On holonomy groups of K-contact sub-pseudo-Riemannian manifolds

TL;DR

This paper studies the holonomy groups of K-contact sub-pseudo-Riemannian manifolds, proving their possible structures and classifying related Lorentzian holonomy algebras, with applications to sub-Lorentzian geometry.

Contribution

It establishes the relationship between horizontal and adapted holonomy groups in indefinite signature settings and classifies codimension-one ideals for Lorentzian holonomy algebras.

Findings

Horizontal holonomy group is either the adapted holonomy group or a codimension-one normal subgroup.

In sub-Lorentzian cases, the adapted holonomy group matches the holonomy of a Lorentzian manifold.

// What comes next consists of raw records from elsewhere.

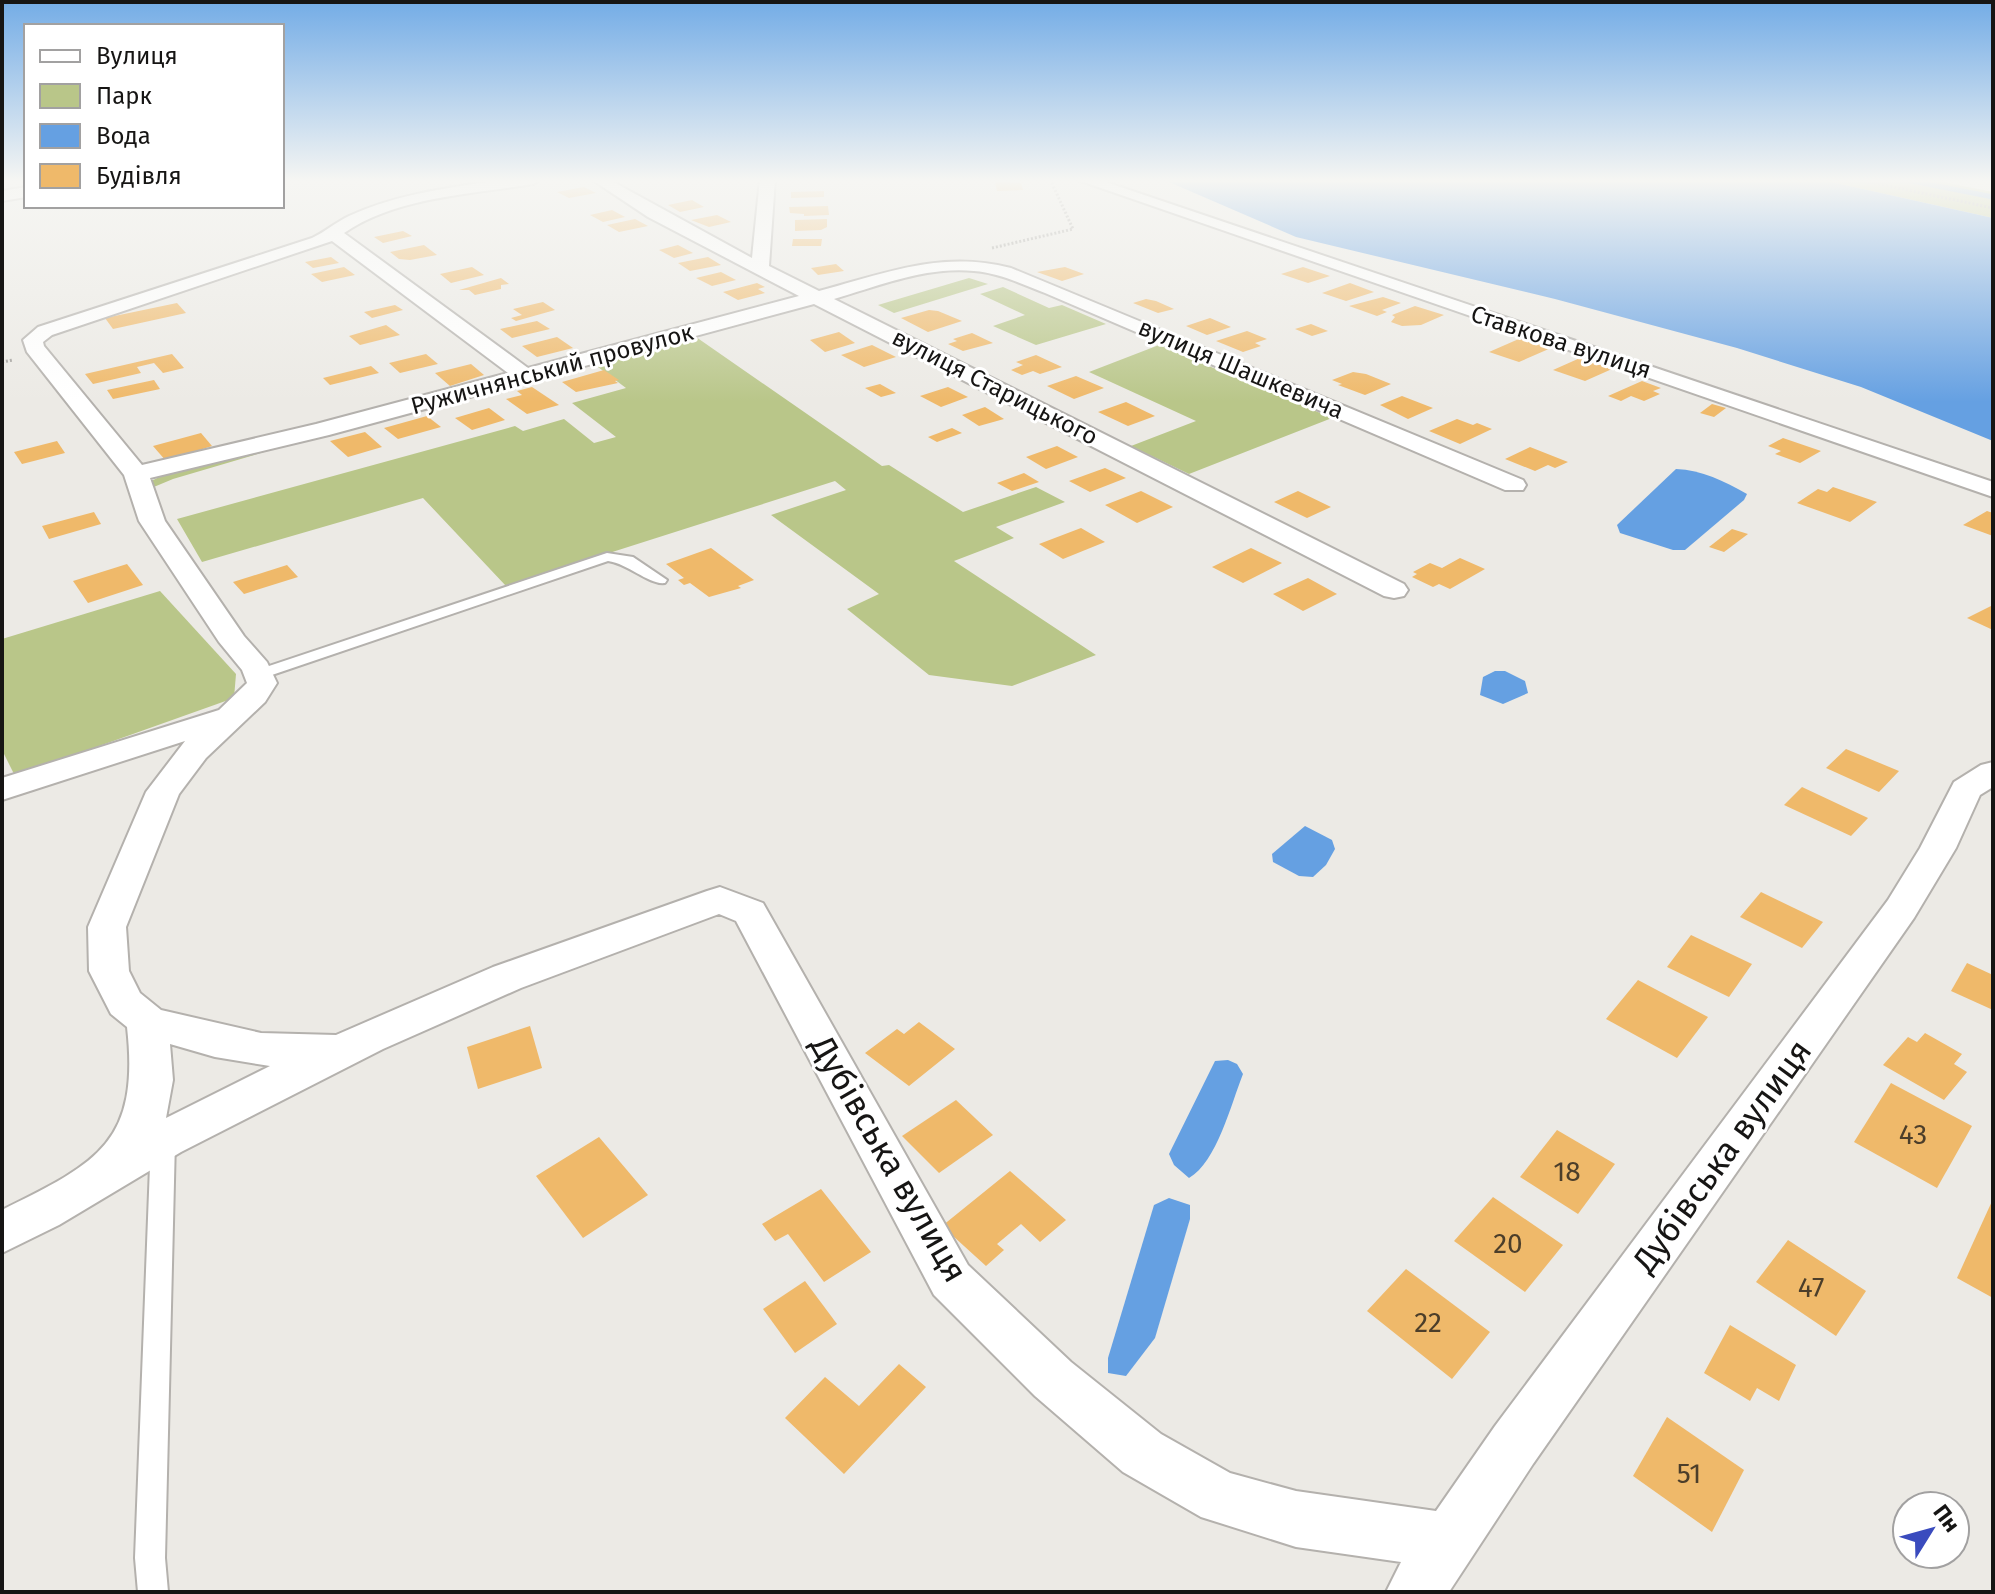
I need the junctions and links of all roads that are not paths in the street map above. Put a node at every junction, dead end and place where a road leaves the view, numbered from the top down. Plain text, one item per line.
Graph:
1 (279, 253) edge
2 (360, 253) edge
3 (730, 253) edge
4 (761, 253) edge
5 (1301, 253) edge
6 (760, 261) junction
7 (967, 263) joint
8 (820, 298) junction
9 (524, 375) junction
10 (136, 474) junction
11 (1514, 485) dead end
12 (1993, 490) edge
13 (660, 580) dead end
14 (1394, 590) dead end
15 (260, 674) junction
16 (230, 717) junction
17 (1993, 772) edge
18 (2, 789) edge
19 (147, 1021) junction
20 (341, 1049) junction
21 (163, 1140) junction
22 (110, 1170) junction
23 (2, 1233) edge
24 (1448, 1541) junction
25 (153, 1592) edge
26 (1415, 1592) edge

1 - 10 street
2 - 9 street
3 - 6 street, вулиця Старицького
4 - 6 street
5 - 12 street, Ставкова вулиця
6 - 8 street, вулиця Старицького
7 - 8 street, Ружичнянський провулок
7 - 11 street, вулиця Шашкевича
8 - 9 street, Ружичнянський провулок
8 - 14 street, вулиця Старицького
9 - 10 street, Ружичнянський провулок
10 - 15 street
13 - 15 lane
15 - 16 street
16 - 18 street
16 - 19 street
17 - 24 street, Дубівська вулиця
19 - 20 street
19 - 22 street
20 - 21 street
20 - 24 street, Дубівська вулиця
21 - 22 street
21 - 25 lane
22 - 23 street
24 - 26 street, Дубівська вулиця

Complete classification of codimension-one ideals for Lorentzian holonomy algebras.

Abstract

This article investigates the holonomy groups of K-contact sub-pseudo-Riemannian manifolds. The primary result is a proof that the horizontal holonomy group either coincides with the adapted holonomy group or acts as its normal subgroup of codimension one. The theory is adapted for metrics of indefinite signature, bypassing the problem of subspace degeneracy that previously prevented the use of established orthogonal decomposition methods. It is established that, in the sub-Lorentzian case, the adapted holonomy group corresponds to the holonomy group of a certain Lorentzian manifold. This work also provides a complete classification of codimension-one ideals for Lorentzian holonomy algebras and presents specific examples of structures based on Cahen-Wallach spaces and K\"ahler manifolds.